I have a column named keywords in my pandas dataset. The values of the column are like this:
[jdhdhsn, cultuere, jdhdy]
I want my output to be
jdhdhsn, cultuere, jdhdy
Try this
keywords = [jdhdhsn, cultuere, jdhdy]
if(isinstance(keyword, list)):
output = ','.join(keywords)
else:
output = keywords[1:-1]
The column of your dataframe seems to be a list
Lists are formatted with brackets and each elements of that list's repr ()
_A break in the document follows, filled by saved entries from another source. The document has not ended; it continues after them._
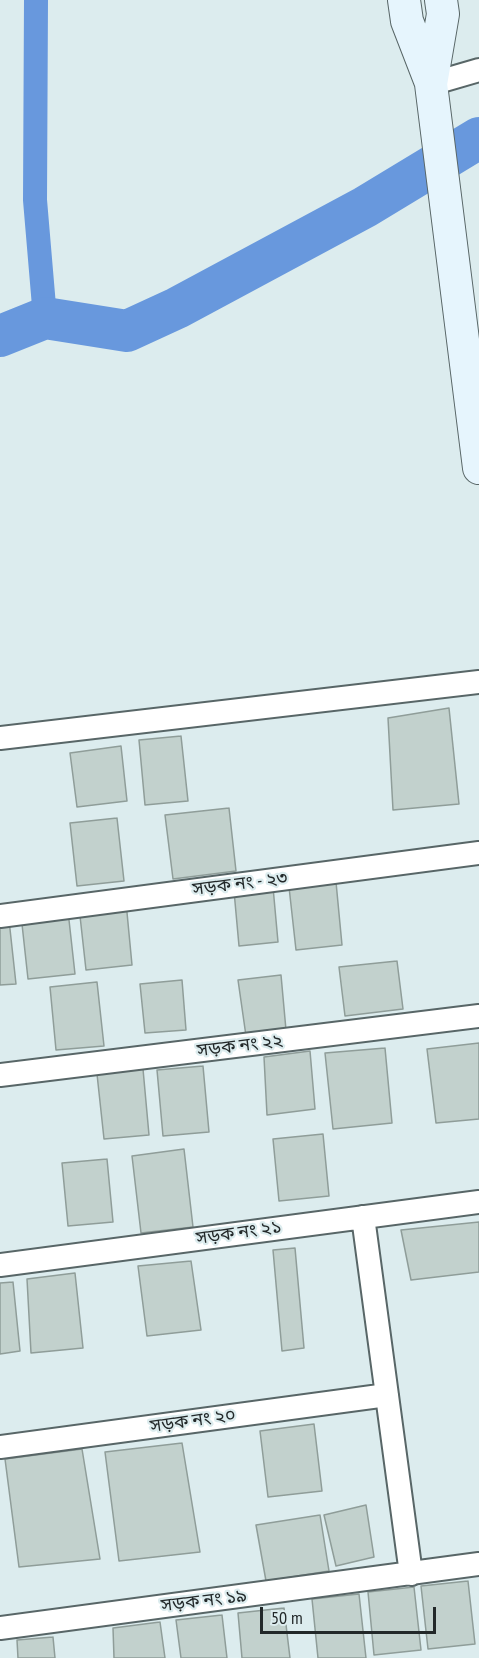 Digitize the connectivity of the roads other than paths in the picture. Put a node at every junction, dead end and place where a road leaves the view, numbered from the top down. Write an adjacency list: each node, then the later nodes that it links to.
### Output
1 (404, 0): 4 (street)
2 (441, 0): 4 (street)
3 (479, 69): 4 (street)
4 (431, 84): 5 (street)
5 (479, 468)
6 (479, 682): 7 (street)
7 (0, 738)
8 (479, 853): 9 (street, সড়ক নং - ২৩)
9 (0, 916)
10 (479, 1016): 11 (street, সড়ক নং ২২)
11 (0, 1075)
12 (479, 1202): 13 (street, সড়ক নং ২১)
13 (363, 1217): 14 (street, সড়ক নং ২১); 15 (street)
14 (0, 1265)
15 (387, 1395): 16 (street, সড়ক নং ২০); 18 (street)
16 (0, 1446)
17 (479, 1564): 18 (street, সড়ক নং ১৯)
18 (411, 1574): 19 (street, সড়ক নং ১৯)
19 (0, 1628) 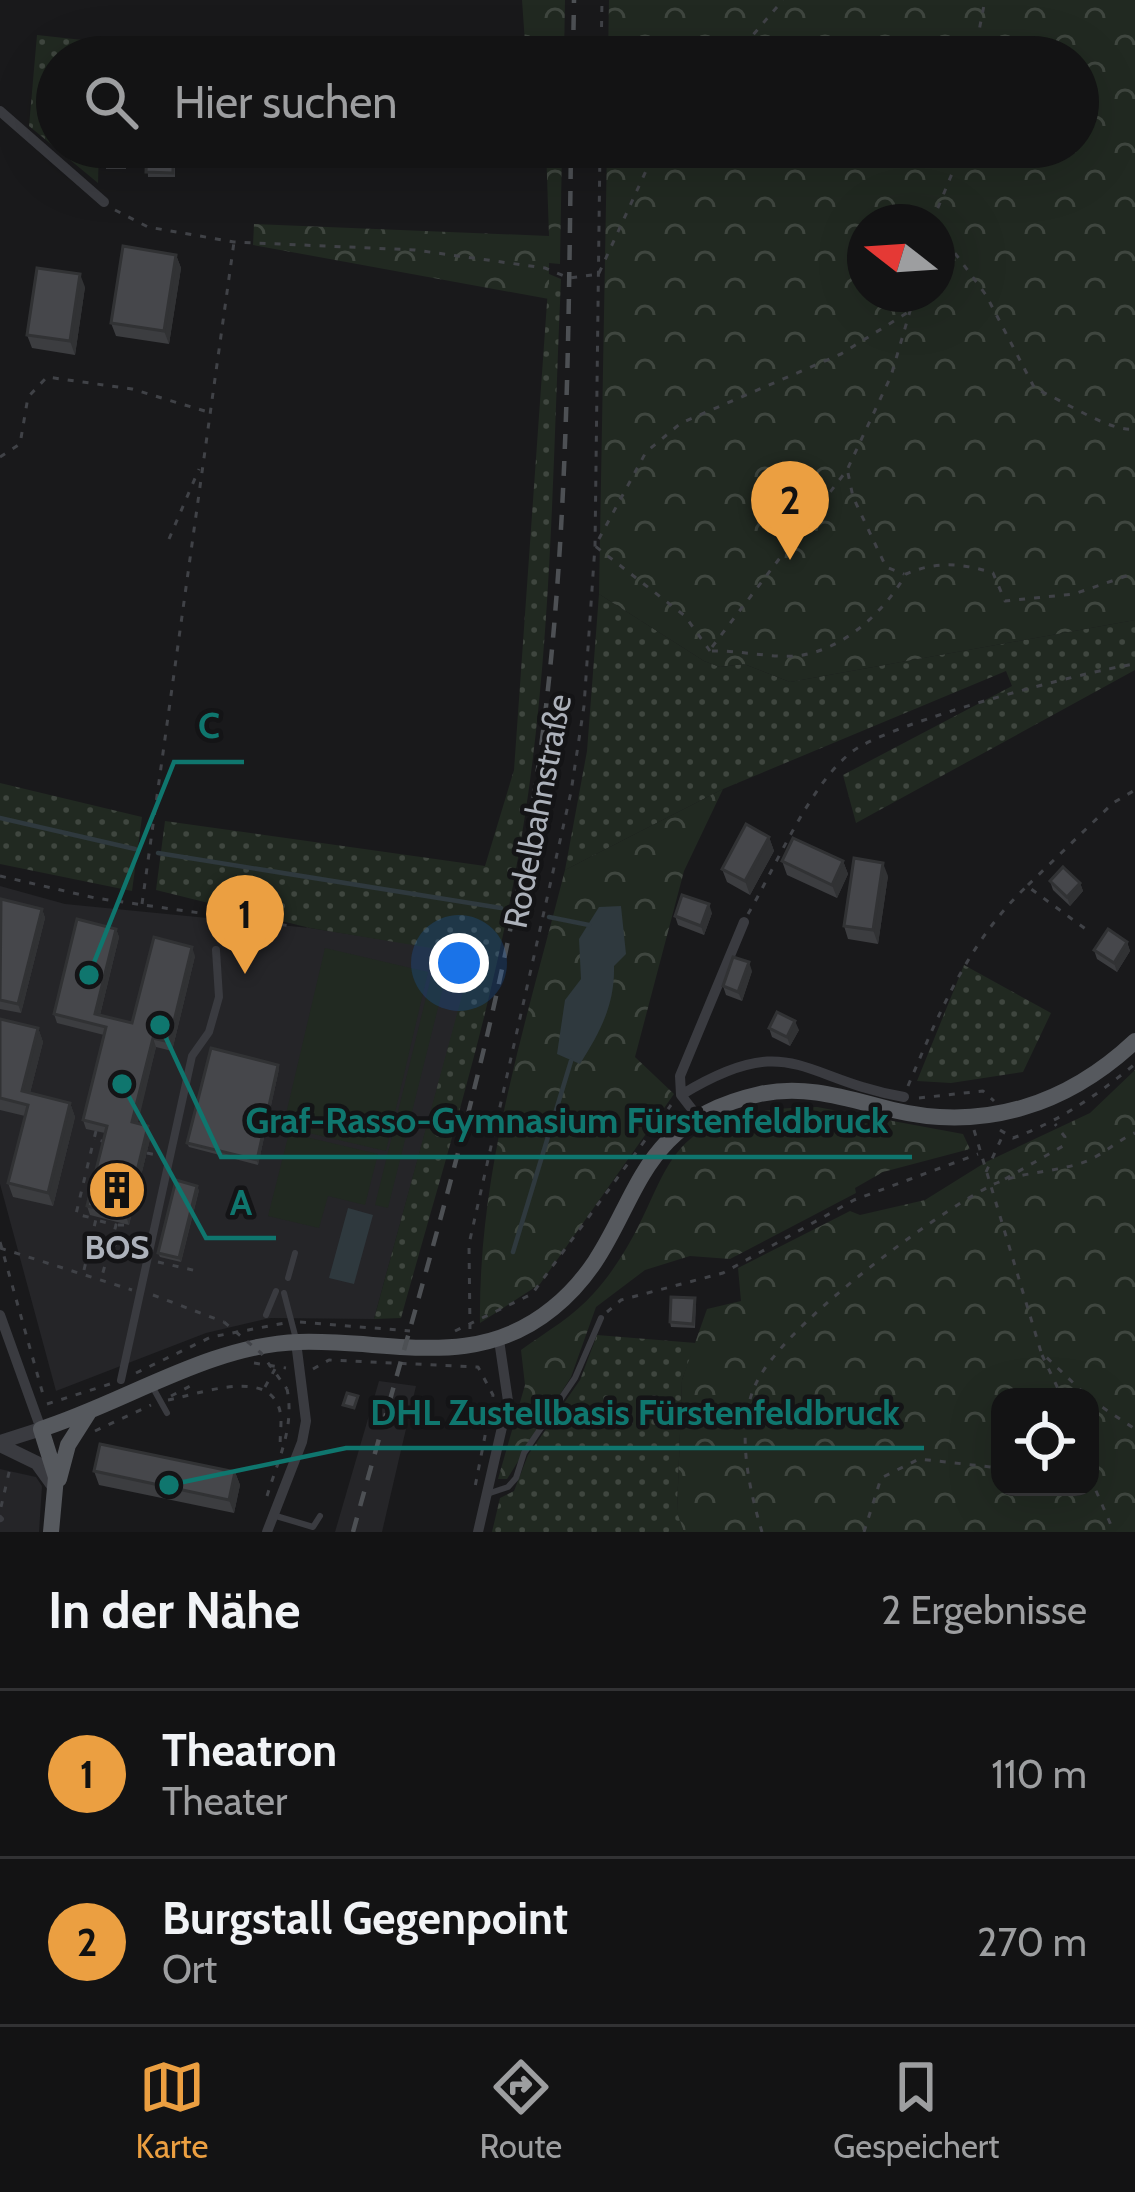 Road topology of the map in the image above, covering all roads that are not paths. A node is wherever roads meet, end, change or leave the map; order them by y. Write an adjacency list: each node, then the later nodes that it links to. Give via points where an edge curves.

Pandas has built in functions for dealing with strings
df['column_name'].str
let's you use each element in the column and apply a str function on them. Just like ', '.join(['foo', 'bar', 'baz'])
Thus df['column_name_str'] = df['column_name'].str.join(', ')
will produce a new column with the formatting you're after.
You can also use the .apply
to perform arbitrary lambda functions on a column, such as:
df['column_name'].apply(lambda row: ', '.join(row))
But since pandas has the .str
built in this isn't needed for this example.
Try this
data = ["[jdhdhsn, cultuere, jdhdy]"]
df = pd.DataFrame(data, columns = ["keywords"])
new_df = df['keywords'].str[1:-1]
print(df)
print(new_df)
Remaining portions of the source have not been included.